A pesar de ser hermanos, el abuelo Román era la antítesis del abuelo Abundio. Jamás se arrimaba al agua sino en enero, y esto porque, según decía el tío Rufo, el Centenario, « la liebre, en enero, cerca del agua» . Se dejaba crecer las barbas y cada año, allá para mayo, se las rapaba, generalmente el 21, la víspera de Santa Rita. La última vez que se las cortó, a instancias de su hermano, fue en invierno y el hombre no pudo ni contarlo. El abuelo Román le decía al abuelo Abundio cada vez que le sorprendía lavándose en la herrada: « Aparta, Abundio, hueles a ranas» . Si pensaba, o hacía que pensaba, el abuelo Román introducía un dedo bajo la churretosa boinilla y se rascaba áspera, insistentemente, el cráneo. Así, una vez, cuando el Nini cumplió cuatro años, el abuelo Román le dijo:

—Mañana te vienes conmigo al campo.

Y salieron, bajo un sol de membrillo, y ya en los barbechos el abuelo Román se trocó en una especie de animal acechante. Andaba doblado en ángulo recto, aspirando sonoramente el viento por las narices, con una cachaba en cada mano, y hasta sus barbas parecían dotadas de una sensibilidad táctil. De cuando en cuando se detenía y observaba furtivamente en derredor, sin mover apenas la cabeza. Sus ojos, en esos casos, parecían cobrar vida independiente. En ocasiones, el abuelo Román ladeaba la cabeza para escuchar o se echaba al suelo y examinaba atentamente las piedras, los terrones y las pajas de los rastrojos. En una de sus inspecciones recogió una oscura bolita de sobre una lasca y sonrió golosamente como si fuera una perla y el niño se sobresaltó:

—¿Qué es, abuelo?

—¿No lo ves? La freza, Nini. No andará lejos, está todavía reciente.

—¿Qué es la freza, abuelo?

—¡Ji, ji, ji, la cagada! Pero ¿así andas?
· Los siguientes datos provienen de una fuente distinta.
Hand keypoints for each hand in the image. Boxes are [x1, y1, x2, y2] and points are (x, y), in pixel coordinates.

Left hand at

De súbito, el abuelo Román se inmovilizó, con un dedo bajo la boina, los ojos fijos como dos botones, y dijo sin mover los labios:

—Ve, ahí está.

Lentamente se fue incorporando, clavó en el suelo una de las cachabas y colocó la gorra sobre el mango. Después, como sin querer la cosa, fue describiendo un pequeño semicírculo mientras, a media voz, daba instrucciones al niño:

—No te muevas, hijo, se marcharía. ¿Ves esa lasca blanca a dos metros de la cacha? Ve, ahí está aculada la zorra de ella. No te muevas, ¿oyes? ¿No ves qué ojos tiene la indina? Quieto, hijo, quieto.
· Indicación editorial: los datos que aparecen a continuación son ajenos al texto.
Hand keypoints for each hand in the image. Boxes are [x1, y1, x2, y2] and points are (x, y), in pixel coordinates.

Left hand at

El Nini no acertaba a ver la liebre, mas conforme el abuelo se aproximaba enarbolando la otra cachaba, la divisó. Los ojos amarillos del animal, clavados en la boina del abuelo, fosforecían entre los terrones. Poco a poco iban definiéndose para el niño los difusos contornos del animal: el hocico, las azuladas orejas pegadas al lomo, el trasero respaldado en la insignificante prominencia. La liebre, como las casas del pueblo, en prodigioso mimetismo, formaba un solo cuerpo con la tierra.

El abuelo se aproximaba a ella de costadillo, sin mirarla apenas, y cuando se halló a tres metros le lanzó violentamente la cayada describiendo molinetes en el aire. La liebre recibió el golpe sobre el lomo, sin moverse, y súbitamente se abrió como una flor y durante unos segundos se estremeció convulsivamente en el surco. El abuelo Román saltó sobre ella y la agarró por las orejas. Sus pupilas relampagueaban.
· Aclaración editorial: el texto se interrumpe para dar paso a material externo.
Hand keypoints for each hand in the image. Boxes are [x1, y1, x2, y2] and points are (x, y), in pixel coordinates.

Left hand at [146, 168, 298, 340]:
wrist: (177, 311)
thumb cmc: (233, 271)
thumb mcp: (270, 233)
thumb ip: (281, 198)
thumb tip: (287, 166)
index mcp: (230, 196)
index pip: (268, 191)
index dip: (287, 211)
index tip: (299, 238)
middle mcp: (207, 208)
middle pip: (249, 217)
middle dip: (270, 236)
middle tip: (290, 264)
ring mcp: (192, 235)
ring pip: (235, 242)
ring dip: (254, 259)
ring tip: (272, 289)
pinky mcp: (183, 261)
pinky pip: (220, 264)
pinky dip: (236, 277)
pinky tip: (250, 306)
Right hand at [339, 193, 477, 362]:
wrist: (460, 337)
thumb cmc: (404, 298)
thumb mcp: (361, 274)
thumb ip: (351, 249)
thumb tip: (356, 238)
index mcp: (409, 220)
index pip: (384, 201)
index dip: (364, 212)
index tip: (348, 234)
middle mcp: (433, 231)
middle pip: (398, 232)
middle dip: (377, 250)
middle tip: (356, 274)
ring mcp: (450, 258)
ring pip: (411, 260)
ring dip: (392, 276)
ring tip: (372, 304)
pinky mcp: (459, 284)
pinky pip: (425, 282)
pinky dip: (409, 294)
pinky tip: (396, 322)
—Es como un perro de grande, Nini. ¿Qué te parece?

—Bien —dijo el niño.

—Fue todo limpio, ¿no?

—Sí.

Mas al chiquillo no le agradó la faena del abuelo. Por principio le repugnaba la muerte en todas sus formas. Con el tiempo apenas se modificó su actitud; es decir, solo concebía muertas a las ratas que eran su sustento y a los cuervos y las urracas porque su fúnebre plumaje le recordaba el entierro del abuelo Román y la abuela Iluminada, los dos ataúdes juntos sobre el carro de la Simeona. Por la misma razón odiaba el niño a Matías Celemín, el Furtivo. El abuelo, al menos, se enfrentaba con las liebres a cuerpo limpio, en tanto el Furtivo las achicharraba en la cama, volándoles el cráneo de una perdigonada, sin darles opción.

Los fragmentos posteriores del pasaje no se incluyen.